Output only the lines of the entries that follow, starting at the one with "middle mcp: (225, 140)" and running down to the one with "middle tip: (265, 129)", both included and unchanged.

##############################

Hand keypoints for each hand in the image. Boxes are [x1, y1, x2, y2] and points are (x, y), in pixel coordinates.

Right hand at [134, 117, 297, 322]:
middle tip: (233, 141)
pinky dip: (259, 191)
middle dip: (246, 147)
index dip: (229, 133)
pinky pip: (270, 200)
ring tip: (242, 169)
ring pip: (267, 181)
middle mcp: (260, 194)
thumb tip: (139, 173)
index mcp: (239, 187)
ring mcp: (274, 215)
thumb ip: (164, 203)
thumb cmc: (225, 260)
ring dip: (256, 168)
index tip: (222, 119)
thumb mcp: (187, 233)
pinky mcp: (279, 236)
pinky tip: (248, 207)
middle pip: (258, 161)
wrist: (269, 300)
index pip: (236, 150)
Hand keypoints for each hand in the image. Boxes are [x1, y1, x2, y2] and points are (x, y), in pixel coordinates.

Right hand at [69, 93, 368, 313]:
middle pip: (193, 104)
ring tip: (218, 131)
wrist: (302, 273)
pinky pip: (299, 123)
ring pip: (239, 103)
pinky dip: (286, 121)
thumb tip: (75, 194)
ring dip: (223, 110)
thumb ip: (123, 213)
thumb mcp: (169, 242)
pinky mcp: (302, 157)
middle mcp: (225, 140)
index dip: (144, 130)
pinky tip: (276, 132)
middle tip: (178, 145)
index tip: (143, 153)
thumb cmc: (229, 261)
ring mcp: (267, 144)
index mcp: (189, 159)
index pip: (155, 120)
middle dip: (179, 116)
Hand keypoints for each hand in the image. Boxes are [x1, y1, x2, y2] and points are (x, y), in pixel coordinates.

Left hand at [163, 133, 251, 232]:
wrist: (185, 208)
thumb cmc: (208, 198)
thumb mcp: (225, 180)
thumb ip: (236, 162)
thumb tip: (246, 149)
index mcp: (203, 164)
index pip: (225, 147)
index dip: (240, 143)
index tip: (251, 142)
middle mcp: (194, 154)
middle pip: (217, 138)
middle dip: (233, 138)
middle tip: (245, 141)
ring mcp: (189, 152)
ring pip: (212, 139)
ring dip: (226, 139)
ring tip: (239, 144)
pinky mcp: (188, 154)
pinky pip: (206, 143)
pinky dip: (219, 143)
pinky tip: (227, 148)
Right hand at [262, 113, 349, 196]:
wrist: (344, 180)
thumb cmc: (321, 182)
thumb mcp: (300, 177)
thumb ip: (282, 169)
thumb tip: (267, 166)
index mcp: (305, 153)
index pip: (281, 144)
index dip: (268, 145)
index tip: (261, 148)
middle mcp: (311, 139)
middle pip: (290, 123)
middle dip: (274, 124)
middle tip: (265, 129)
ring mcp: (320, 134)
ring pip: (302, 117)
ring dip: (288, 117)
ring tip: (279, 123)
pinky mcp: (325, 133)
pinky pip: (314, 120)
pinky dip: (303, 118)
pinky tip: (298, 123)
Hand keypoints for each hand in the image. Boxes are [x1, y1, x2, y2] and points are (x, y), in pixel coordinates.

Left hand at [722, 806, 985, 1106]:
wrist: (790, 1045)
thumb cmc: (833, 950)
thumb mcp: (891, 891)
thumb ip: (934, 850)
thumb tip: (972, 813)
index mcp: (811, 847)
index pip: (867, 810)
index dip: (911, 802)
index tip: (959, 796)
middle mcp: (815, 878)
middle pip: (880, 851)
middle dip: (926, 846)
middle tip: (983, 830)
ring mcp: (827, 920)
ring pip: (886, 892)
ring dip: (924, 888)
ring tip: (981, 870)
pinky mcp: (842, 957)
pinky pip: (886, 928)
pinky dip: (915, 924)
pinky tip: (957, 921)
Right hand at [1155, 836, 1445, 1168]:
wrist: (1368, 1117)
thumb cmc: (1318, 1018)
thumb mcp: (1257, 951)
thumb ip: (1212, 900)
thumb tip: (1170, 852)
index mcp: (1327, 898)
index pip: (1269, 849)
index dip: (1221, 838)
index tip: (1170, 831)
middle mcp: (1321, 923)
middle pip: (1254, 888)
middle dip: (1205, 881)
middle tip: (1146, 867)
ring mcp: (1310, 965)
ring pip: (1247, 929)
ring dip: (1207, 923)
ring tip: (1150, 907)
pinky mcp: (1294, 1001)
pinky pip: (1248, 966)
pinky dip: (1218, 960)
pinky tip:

##############################

▶ **Your response**:
middle mcp: (225, 140)
index dip: (144, 130)
pinky tip: (276, 132)
middle tip: (178, 145)
index tip: (143, 153)
thumb cmc: (229, 261)
ring mcp: (267, 144)
index mcp: (189, 159)
index pip: (155, 120)
middle dip: (179, 116)
Hand keypoints for each hand in the image. Boxes are [x1, y1, x2, y2] and points are (x, y), in pixel coordinates.

Left hand at [163, 133, 251, 232]:
wrist: (185, 208)
thumb cmc: (208, 198)
thumb mcp: (225, 180)
thumb ip: (236, 162)
thumb tip: (246, 149)
index mcp: (203, 164)
index pip: (225, 147)
index dip: (240, 143)
index tip: (251, 142)
middle mcp: (194, 154)
middle pip: (217, 138)
middle dip: (233, 138)
middle tip: (245, 141)
ring mcp: (189, 152)
ring pip: (212, 139)
ring dip: (226, 139)
ring tip: (239, 144)
pinky mcp: (188, 154)
pinky pip: (206, 143)
pinky dip: (219, 143)
pinky tip: (227, 148)
Right hand at [262, 113, 349, 196]:
wrist: (344, 180)
thumb cmc: (321, 182)
thumb mcp: (300, 177)
thumb ip: (282, 169)
thumb tip: (267, 166)
index mcp: (305, 153)
index pip: (281, 144)
index dip: (268, 145)
index tip: (261, 148)
middle mcp: (311, 139)
middle pip: (290, 123)
middle dip: (274, 124)
middle tip: (265, 129)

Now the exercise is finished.